Sheriff Joe Arpaio, whose office runs the county jail system, later gave reporters a tour of Arias’ cell. And on Tuesday night, his office allowed Arias to do a series of jailhouse interviews just hours after the jury began deliberating whether she should get the death penalty.
The sheriff and defendant’s self-promotion added to a trial that many, including Arias’ own attorneys, argue is a runaway train. Fans flock to the courthouse, seeking autographs from the prosecutor and bartering for seats in the gallery. There have been death threats against witnesses.
It’s extremely rare for murder defendants to give interviews to reporters during a trial, or for jail officials to allow them. But this particular trial is different because it has willing participants: Arpaio and Arias.
“The media wanted to talk to her,” Arpaio told The Associated Press in an interview Wednesday explaining his decision. “She wanted to talk to them.”
The jury on Tuesday began deliberating whether Arias should get a life sentence or the death penalty for murdering her lover Travis Alexander by stabbing and slashing him nearly 30 times in June 2008. Jurors indicated Wednesday that they were at odds in attempting to reach a unanimous decision, so the judge sent them back to continue deliberating. They left for the day without reaching a decision and plan to reconvene on Thursday.
Arpaio is no stranger to inserting himself into the news when a big story beckons, especially when it comes to celebrities and his jail system.
In 2007, he offered to house Paris Hilton in one of his jails after the hotel heiress and socialite was released early from a California lockup for a probation violation connected to her no contest plea to alcohol-related reckless driving. His offer was declined. He allowed country singer Glen Campbell to put on a concert for inmates after he was jailed on a drunken driving charge. And he made NASCAR star Kurt Busch an honorary deputy a year after the professional driver was pulled over on a reckless driving allegation in 2005.
Arpaio has made headlines for jail interviews in other capital murder cases, as well.

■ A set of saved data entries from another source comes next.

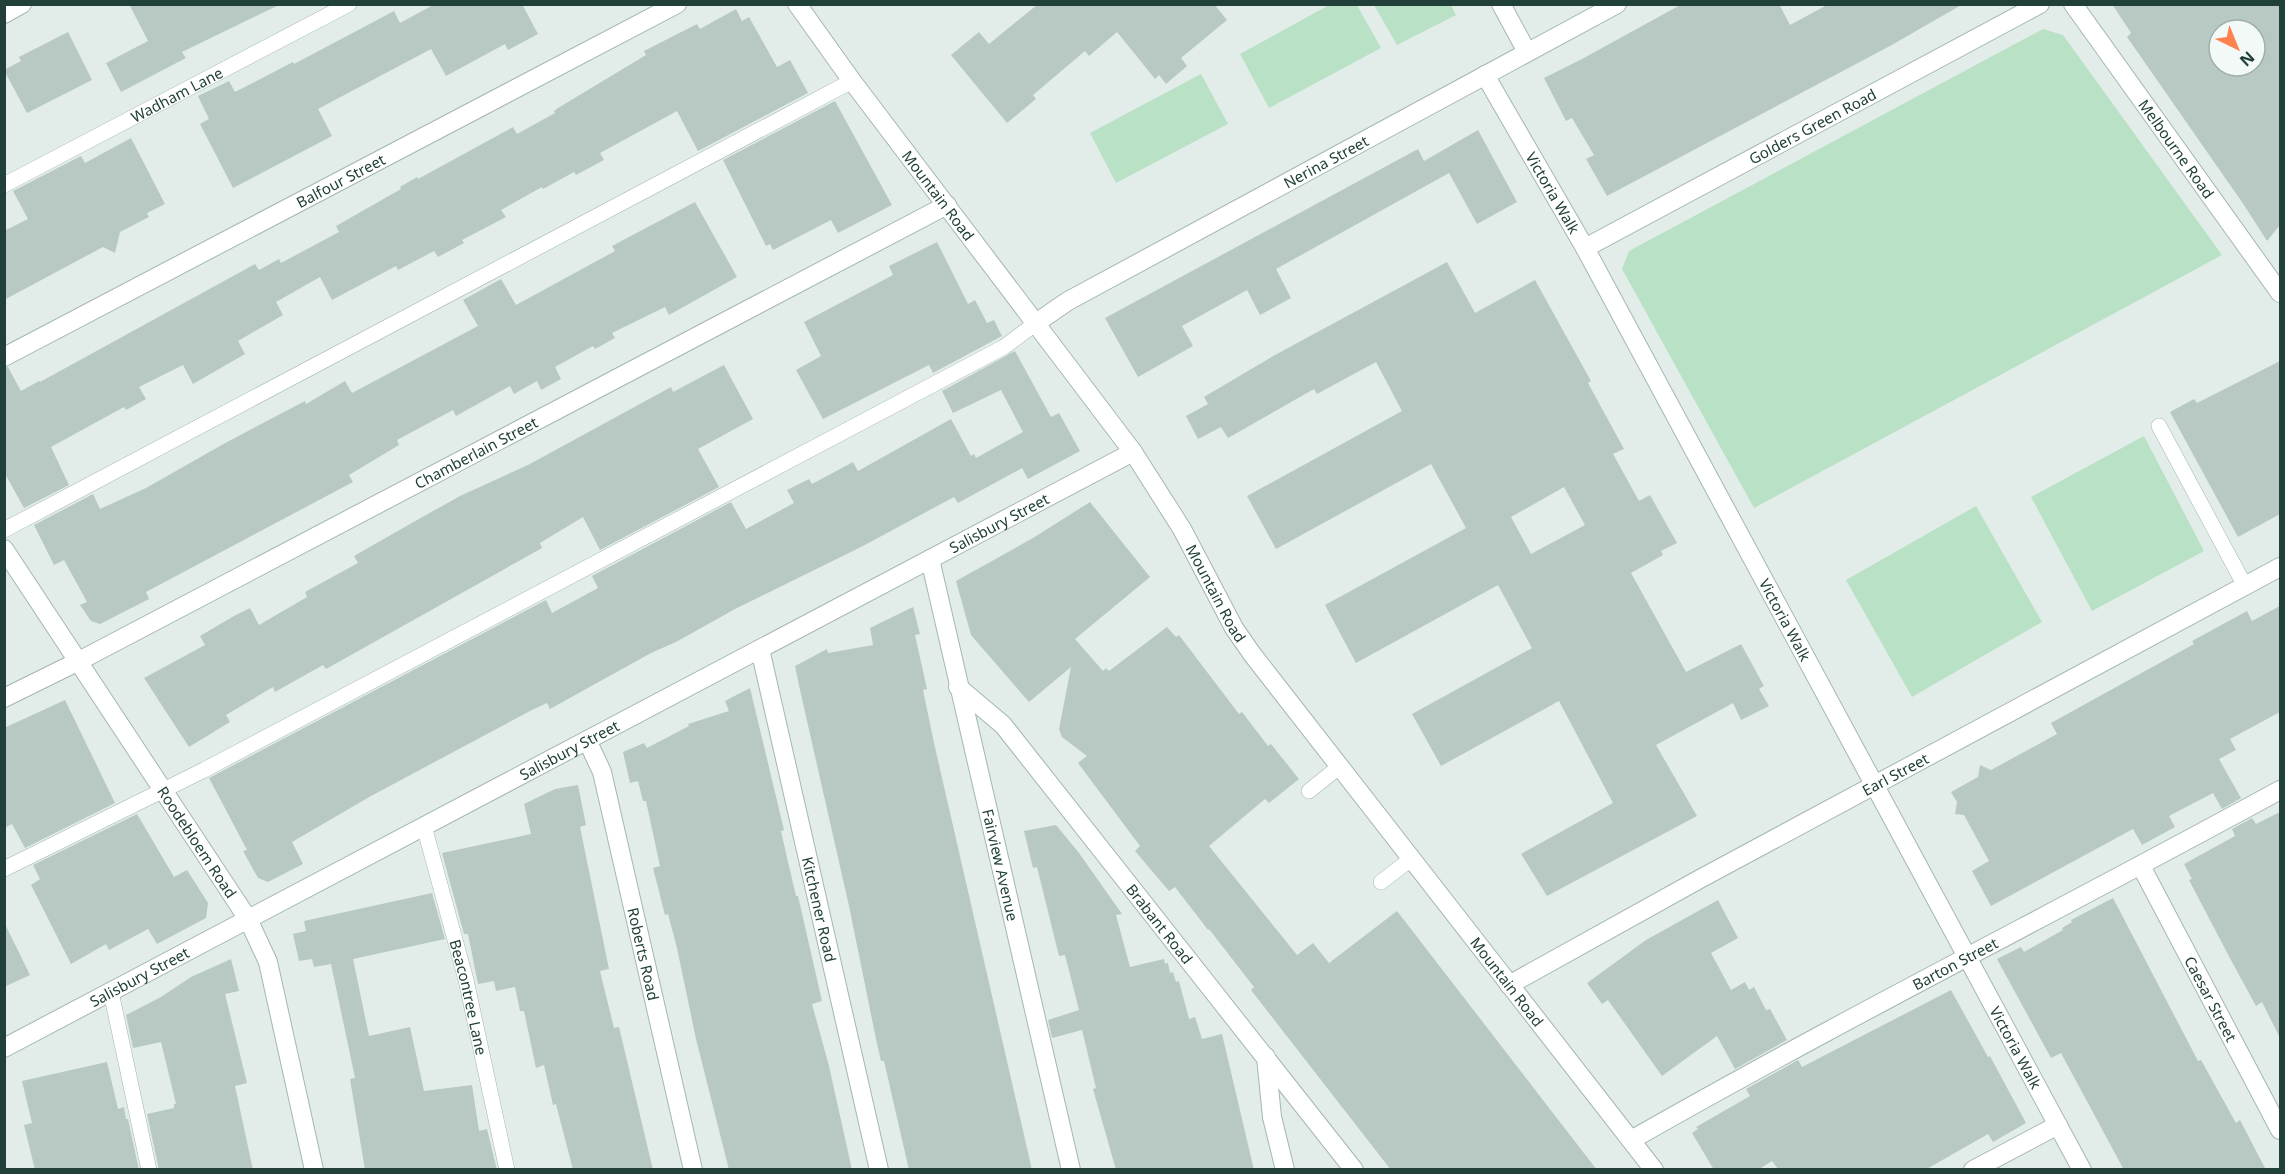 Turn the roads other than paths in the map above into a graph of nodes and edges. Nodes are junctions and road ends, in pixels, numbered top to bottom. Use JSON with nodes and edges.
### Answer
{"nodes":[{"id":1,"x":349,"y":4,"type":"edge"},
{"id":2,"x":677,"y":4,"type":"edge"},
{"id":3,"x":797,"y":4,"type":"edge"},
{"id":4,"x":1502,"y":4,"type":"edge"},
{"id":5,"x":1617,"y":4,"type":"edge"},
{"id":6,"x":2040,"y":4,"type":"edge"},
{"id":7,"x":2073,"y":4,"type":"edge"},
{"id":8,"x":1527,"y":52,"type":"junction"},
{"id":9,"x":1485,"y":75,"type":"junction"},
{"id":10,"x":852,"y":81,"type":"junction"},
{"id":11,"x":4,"y":185,"type":"edge"},
{"id":12,"x":947,"y":205,"type":"junction"},
{"id":13,"x":1585,"y":248,"type":"junction"},
{"id":14,"x":2280,"y":293,"type":"edge"},
{"id":15,"x":1036,"y":323,"type":"junction"},
{"id":16,"x":4,"y":357,"type":"edge"},
{"id":17,"x":2159,"y":426,"type":"dead end"},
{"id":18,"x":1132,"y":452,"type":"junction"},
{"id":19,"x":4,"y":530,"type":"edge"},
{"id":20,"x":4,"y":549,"type":"edge"},
{"id":21,"x":930,"y":559,"type":"junction"},
{"id":22,"x":2280,"y":567,"type":"edge"},
{"id":23,"x":2245,"y":586,"type":"junction"},
{"id":24,"x":760,"y":649,"type":"junction"},
{"id":25,"x":79,"y":662,"type":"junction"},
{"id":26,"x":958,"y":687,"type":"junction"},
{"id":27,"x":4,"y":698,"type":"edge"},
{"id":28,"x":587,"y":740,"type":"junction"},
{"id":29,"x":1339,"y":767,"type":"junction"},
{"id":30,"x":1873,"y":785,"type":"junction"},
{"id":31,"x":2280,"y":790,"type":"edge"},
{"id":32,"x":163,"y":791,"type":"junction"},
{"id":33,"x":1309,"y":791,"type":"dead end"},
{"id":34,"x":424,"y":826,"type":"junction"},
{"id":35,"x":1411,"y":860,"type":"junction"},
{"id":36,"x":2140,"y":866,"type":"junction"},
{"id":37,"x":4,"y":869,"type":"edge"},
{"id":38,"x":1381,"y":882,"type":"dead end"},
{"id":39,"x":248,"y":919,"type":"junction"},
{"id":40,"x":1966,"y":958,"type":"junction"},
{"id":41,"x":1509,"y":985,"type":"junction"},
{"id":42,"x":111,"y":992,"type":"junction"},
{"id":43,"x":4,"y":1048,"type":"edge"},
{"id":44,"x":1266,"y":1057,"type":"junction"},
{"id":45,"x":2058,"y":1125,"type":"junction"},
{"id":46,"x":2280,"y":1130,"type":"edge"},
{"id":47,"x":1631,"y":1140,"type":"junction"},
{"id":48,"x":149,"y":1170,"type":"edge"},
{"id":49,"x":314,"y":1170,"type":"edge"},
{"id":50,"x":507,"y":1170,"type":"edge"},
{"id":51,"x":693,"y":1170,"type":"edge"},
{"id":52,"x":879,"y":1170,"type":"edge"},
{"id":53,"x":1071,"y":1170,"type":"edge"},
{"id":54,"x":1285,"y":1170,"type":"edge"},
{"id":55,"x":1354,"y":1170,"type":"edge"},
{"id":56,"x":1654,"y":1170,"type":"edge"},
{"id":57,"x":1973,"y":1170,"type":"edge"},
{"id":58,"x":2082,"y":1170,"type":"edge"}],
"edges":[{"from":1,"to":11,"type":"lane","name":"Wadham Lane"},
{"from":2,"to":16,"type":"street","name":"Balfour Street"},
{"from":3,"to":10,"type":"street","name":"Mountain Road"},
{"from":4,"to":8,"type":"street"},
{"from":5,"to":8,"type":"street","name":"Nerina Street"},
{"from":6,"to":13,"type":"street","name":"Golders Green Road"},
{"from":7,"to":14,"type":"street","name":"Melbourne Road"},
{"from":8,"to":9,"type":"street","name":"Nerina Street"},
{"from":9,"to":13,"type":"street","name":"Victoria Walk"},
{"from":9,"to":15,"type":"street","name":"Nerina Street"},
{"from":10,"to":12,"type":"street","name":"Mountain Road"},
{"from":10,"to":19,"type":"lane"},
{"from":12,"to":15,"type":"street","name":"Mountain Road"},
{"from":12,"to":25,"type":"street","name":"Chamberlain Street"},
{"from":13,"to":30,"type":"street","name":"Victoria Walk"},
{"from":15,"to":18,"type":"street","name":"Mountain Road"},
{"from":15,"to":32,"type":"lane"},
{"from":17,"to":23,"type":"lane"},
{"from":18,"to":21,"type":"street","name":"Salisbury Street"},
{"from":18,"to":29,"type":"street","name":"Mountain Road"},
{"from":20,"to":25,"type":"street","name":"Roodebloem Road"},
{"from":21,"to":24,"type":"street","name":"Salisbury Street"},
{"from":21,"to":26,"type":"street","name":"Fairview Avenue"},
{"from":22,"to":23,"type":"street","name":"Earl Street"},
{"from":23,"to":30,"type":"street","name":"Earl Street"},
{"from":24,"to":28,"type":"street","name":"Salisbury Street"},
{"from":24,"to":52,"type":"street","name":"Kitchener Road"},
{"from":25,"to":27,"type":"street","name":"Chamberlain Street"},
{"from":25,"to":32,"type":"street","name":"Roodebloem Road"},
{"from":26,"to":44,"type":"street","name":"Brabant Road"},
{"from":26,"to":53,"type":"street","name":"Fairview Avenue"},
{"from":28,"to":34,"type":"street","name":"Salisbury Street"},
{"from":28,"to":51,"type":"street","name":"Roberts Road"},
{"from":29,"to":33,"type":"lane"},
{"from":29,"to":35,"type":"street","name":"Mountain Road"},
{"from":30,"to":40,"type":"street","name":"Victoria Walk"},
{"from":30,"to":41,"type":"street","name":"Earl Street"},
{"from":31,"to":36,"type":"street","name":"Barton Street"},
{"from":32,"to":37,"type":"lane"},
{"from":32,"to":39,"type":"street","name":"Roodebloem Road"},
{"from":34,"to":39,"type":"street","name":"Salisbury Street"},
{"from":34,"to":50,"type":"lane","name":"Beacontree Lane"},
{"from":35,"to":38,"type":"lane"},
{"from":35,"to":41,"type":"street","name":"Mountain Road"},
{"from":36,"to":40,"type":"street","name":"Barton Street"},
{"from":36,"to":46,"type":"street","name":"Caesar Street"},
{"from":39,"to":42,"type":"street","name":"Salisbury Street"},
{"from":39,"to":49,"type":"street","name":"Roodebloem Road"},
{"from":40,"to":45,"type":"street","name":"Victoria Walk"},
{"from":40,"to":47,"type":"street","name":"Barton Street"},
{"from":41,"to":47,"type":"street","name":"Mountain Road"},
{"from":42,"to":43,"type":"street","name":"Salisbury Street"},
{"from":42,"to":48,"type":"lane"},
{"from":44,"to":54,"type":"street"},
{"from":44,"to":55,"type":"street","name":"Brabant Road"},
{"from":45,"to":57,"type":"street"},
{"from":45,"to":58,"type":"street","name":"Victoria Walk"},
{"from":47,"to":56,"type":"street","name":"Mountain Road"}]}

In 2006, his office arranged a jailhouse interview of a janitor who was later convicted of killing six people in a serial shooting spree. The interview ended minutes after it started when Dale Hausner’s court-appointed attorney walked into the room and suggested he pull the plug.
A similar scenario occurred when Arias did her post-conviction interview. She said her court-appointed attorneys felt “betrayed” by the move. They allowed her to do the second round of interviews, but told her to be careful and not say anything that could complicate her appeals.

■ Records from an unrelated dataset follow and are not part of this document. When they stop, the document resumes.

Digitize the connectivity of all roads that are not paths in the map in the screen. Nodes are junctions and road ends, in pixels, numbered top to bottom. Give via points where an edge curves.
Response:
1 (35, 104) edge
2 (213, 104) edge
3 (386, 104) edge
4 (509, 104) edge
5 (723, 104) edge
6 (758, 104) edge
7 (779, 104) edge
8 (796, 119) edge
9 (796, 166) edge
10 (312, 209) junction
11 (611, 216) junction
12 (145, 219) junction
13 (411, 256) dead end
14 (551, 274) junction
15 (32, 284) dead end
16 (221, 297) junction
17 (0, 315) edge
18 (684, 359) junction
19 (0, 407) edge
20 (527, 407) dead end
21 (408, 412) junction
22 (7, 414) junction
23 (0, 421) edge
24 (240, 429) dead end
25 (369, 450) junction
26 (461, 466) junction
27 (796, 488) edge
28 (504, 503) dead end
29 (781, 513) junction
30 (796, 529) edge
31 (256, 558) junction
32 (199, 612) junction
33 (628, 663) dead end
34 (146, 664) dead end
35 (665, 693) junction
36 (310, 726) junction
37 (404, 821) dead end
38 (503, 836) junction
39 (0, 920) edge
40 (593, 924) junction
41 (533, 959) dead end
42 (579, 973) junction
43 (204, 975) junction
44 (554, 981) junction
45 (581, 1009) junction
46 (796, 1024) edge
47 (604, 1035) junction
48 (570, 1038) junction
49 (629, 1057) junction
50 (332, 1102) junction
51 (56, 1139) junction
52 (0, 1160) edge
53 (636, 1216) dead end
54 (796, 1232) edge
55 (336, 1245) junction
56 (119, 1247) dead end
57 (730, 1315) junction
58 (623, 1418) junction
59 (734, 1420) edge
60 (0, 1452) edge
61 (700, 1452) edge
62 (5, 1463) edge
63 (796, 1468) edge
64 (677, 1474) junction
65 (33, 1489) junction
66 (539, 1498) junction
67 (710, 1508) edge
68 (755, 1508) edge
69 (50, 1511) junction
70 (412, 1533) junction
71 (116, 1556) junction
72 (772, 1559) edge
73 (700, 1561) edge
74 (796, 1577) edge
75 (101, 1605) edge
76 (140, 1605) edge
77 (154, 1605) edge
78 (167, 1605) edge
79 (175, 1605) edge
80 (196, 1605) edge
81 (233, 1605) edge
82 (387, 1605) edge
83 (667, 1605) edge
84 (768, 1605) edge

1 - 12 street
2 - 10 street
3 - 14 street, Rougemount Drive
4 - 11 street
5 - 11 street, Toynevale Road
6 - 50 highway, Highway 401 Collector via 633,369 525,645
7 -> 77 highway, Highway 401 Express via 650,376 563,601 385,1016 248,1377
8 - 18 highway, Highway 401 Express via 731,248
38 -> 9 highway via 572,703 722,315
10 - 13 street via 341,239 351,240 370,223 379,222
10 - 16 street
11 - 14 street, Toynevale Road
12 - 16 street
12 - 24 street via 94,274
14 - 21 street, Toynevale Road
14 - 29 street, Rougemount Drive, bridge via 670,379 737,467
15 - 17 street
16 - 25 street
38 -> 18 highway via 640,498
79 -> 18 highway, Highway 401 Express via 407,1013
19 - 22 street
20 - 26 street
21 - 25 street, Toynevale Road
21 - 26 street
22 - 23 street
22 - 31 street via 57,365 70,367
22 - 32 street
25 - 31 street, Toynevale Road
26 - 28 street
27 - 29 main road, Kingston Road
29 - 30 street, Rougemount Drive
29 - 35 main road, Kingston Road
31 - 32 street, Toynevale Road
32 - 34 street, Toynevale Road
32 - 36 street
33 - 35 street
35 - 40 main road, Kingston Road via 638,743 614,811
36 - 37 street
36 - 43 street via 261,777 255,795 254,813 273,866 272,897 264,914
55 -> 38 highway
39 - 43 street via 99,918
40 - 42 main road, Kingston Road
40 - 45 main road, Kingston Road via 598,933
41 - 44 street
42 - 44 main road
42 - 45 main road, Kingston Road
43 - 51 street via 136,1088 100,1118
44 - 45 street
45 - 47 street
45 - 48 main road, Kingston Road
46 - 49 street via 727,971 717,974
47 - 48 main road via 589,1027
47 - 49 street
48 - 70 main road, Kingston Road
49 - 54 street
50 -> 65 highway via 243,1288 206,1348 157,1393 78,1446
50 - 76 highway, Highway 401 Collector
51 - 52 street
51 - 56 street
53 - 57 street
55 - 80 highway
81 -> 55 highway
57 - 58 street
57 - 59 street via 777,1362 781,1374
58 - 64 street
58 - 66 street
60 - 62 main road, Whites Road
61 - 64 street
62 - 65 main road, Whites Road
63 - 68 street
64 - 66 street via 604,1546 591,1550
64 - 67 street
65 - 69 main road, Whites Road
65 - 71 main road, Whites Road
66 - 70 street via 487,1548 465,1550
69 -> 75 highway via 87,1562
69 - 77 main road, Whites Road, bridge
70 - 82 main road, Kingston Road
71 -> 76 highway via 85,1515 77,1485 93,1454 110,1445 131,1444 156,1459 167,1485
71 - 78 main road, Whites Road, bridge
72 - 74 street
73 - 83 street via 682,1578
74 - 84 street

Arpaio defended the decision to make Arias available for interviews, saying he has regularly let reporters into his jails over the past 20 years to speak with inmates. The sheriff said he kept his mouth shut about the Arias case until questions were raised about the conditions Arias faces in jail. He said he felt he had to defend his get-tough jail policies, so he let reporters in to see her cell.
Arpaio rejected criticism that he inserts himself into cases to gain publicity.

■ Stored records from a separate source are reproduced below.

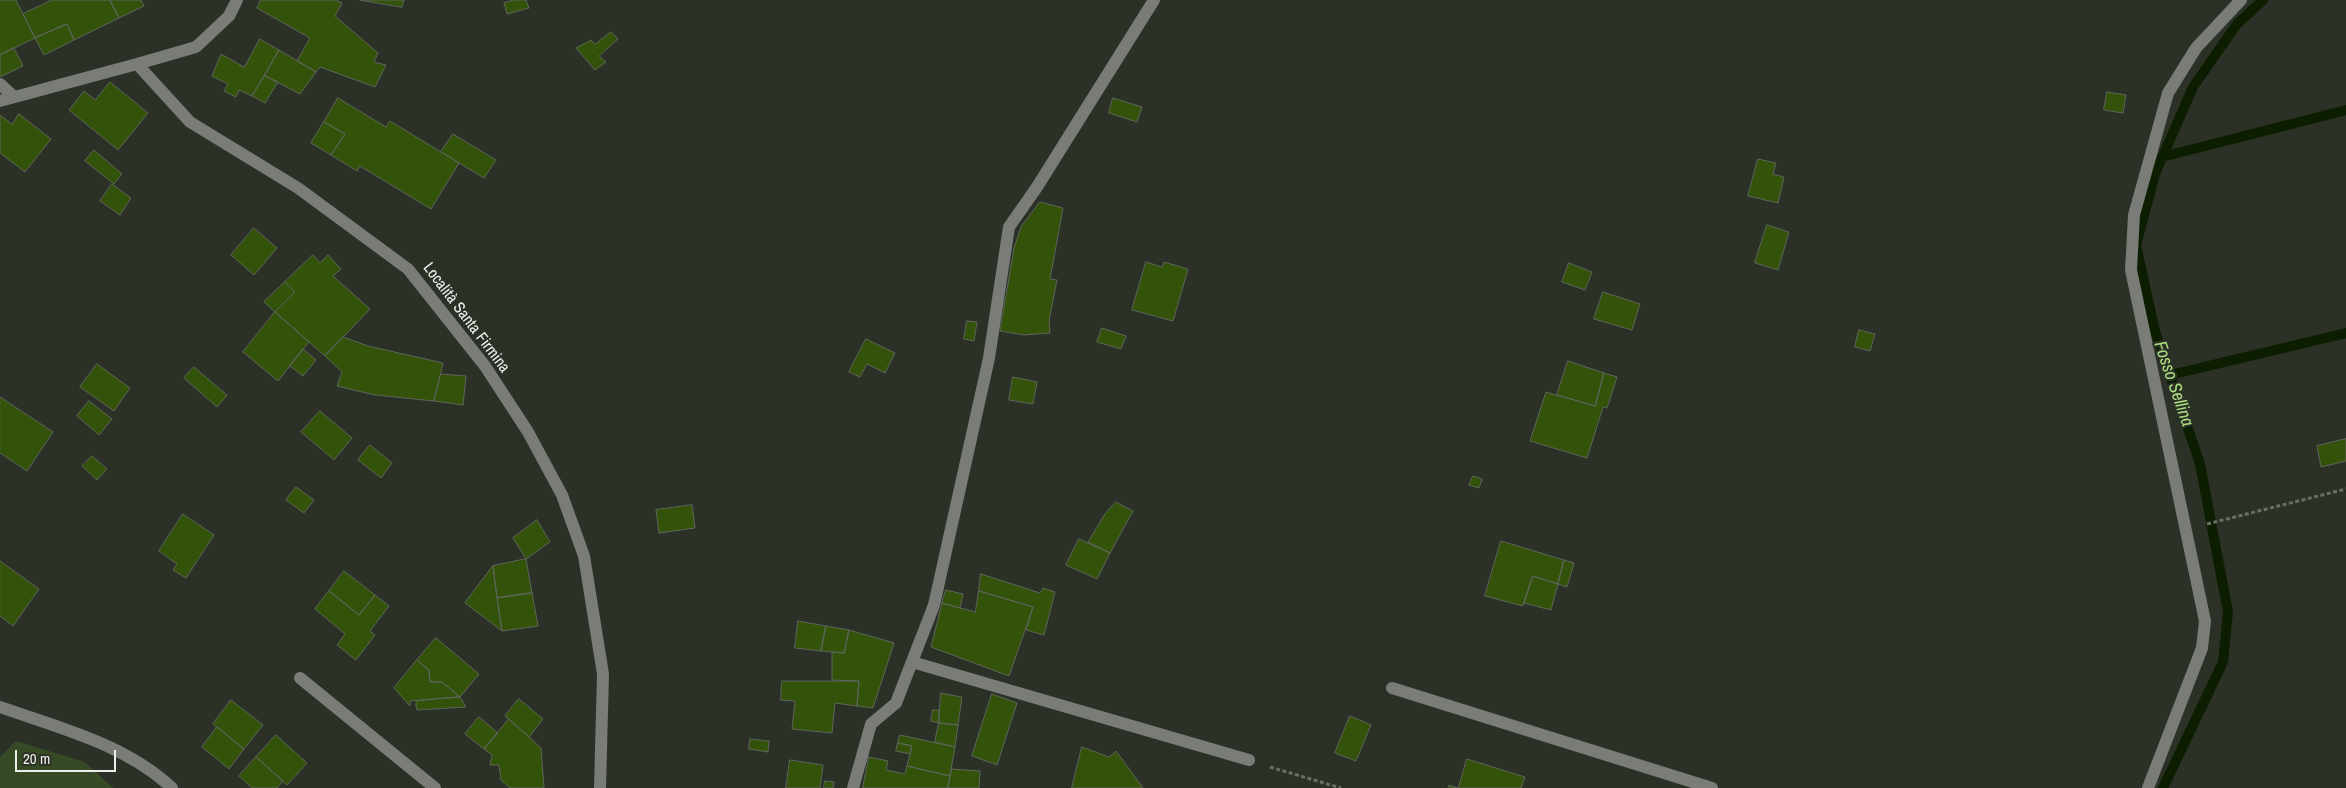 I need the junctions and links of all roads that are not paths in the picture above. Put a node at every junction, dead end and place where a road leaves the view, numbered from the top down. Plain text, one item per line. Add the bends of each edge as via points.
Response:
1 (238, 0) edge
2 (1154, 0) edge
3 (2240, 0) edge
4 (137, 64) junction
5 (0, 84) edge
6 (14, 97) junction
7 (0, 101) edge
8 (912, 662) junction
9 (300, 678) dead end
10 (1392, 688) dead end
11 (0, 707) edge
12 (1249, 760) road end
13 (172, 788) edge
14 (435, 788) edge
15 (600, 788) edge
16 (853, 788) edge
17 (1712, 788) edge
18 (2148, 788) edge

1 - 4 street via 229,16 196,47
2 - 8 street via 1038,187 1009,227 989,358 934,605
3 - 18 street via 2196,48 2168,93 2134,215 2132,270 2205,621 2202,648
4 - 6 street
4 - 15 street, Località Santa Firmina via 190,122 298,188 408,269 485,366 528,432 562,494 584,556 603,674
5 - 6 street
6 - 7 street
8 - 12 street
8 - 16 street via 896,703 871,724
9 - 14 street
10 - 17 street
11 - 13 street via 107,744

“I don’t need this for publicity. I go to the toilet, I can get publicity,” Arpaio said.
Arias sought out the spotlight from the start.
As she sat in an interrogation room the day she was arrested in July 2008, she fretted about how she wasn’t wearing makeup and asked a detective if she could fix herself up before being booked into the system. Arias later spoke to “48 Hours” and “Inside Edition” from jail in interviews that brought national attention to her case.
She also beat out several inmates to win an “American Idol”-style Christmas singing contest that was judged by Arpaio himself.
Arias sent out dozens of Tweets during her trial, did her now-famous post-conviction interview and spoke to reporters again Tuesday, hours after she pleaded with the jury to spare her life.
In an interview with the AP, Arias claimed she doesn’t want public attention and would have preferred a trial with no news coverage whatsoever.
“The prosecutor has accused me of wanting to be famous, which is not true,” Arias said.
As the trial began, Judge Sherry Stephens rejected a defense request to forbid cameras in the courtroom and sequester the jury. Arias said Tuesday she believes the jury should have been sequestered.
Loyola Law School professor Stanley Goldman said Arias’ decision to provide interviews as the jury deliberates her fate is strange, but that she has a First Amendment right to speak if she chooses.
“Odd would probably be quite the understatement for Jodi Arias’ behavior,” Goldman said. “Normal people keep their mouths shut in these situations.”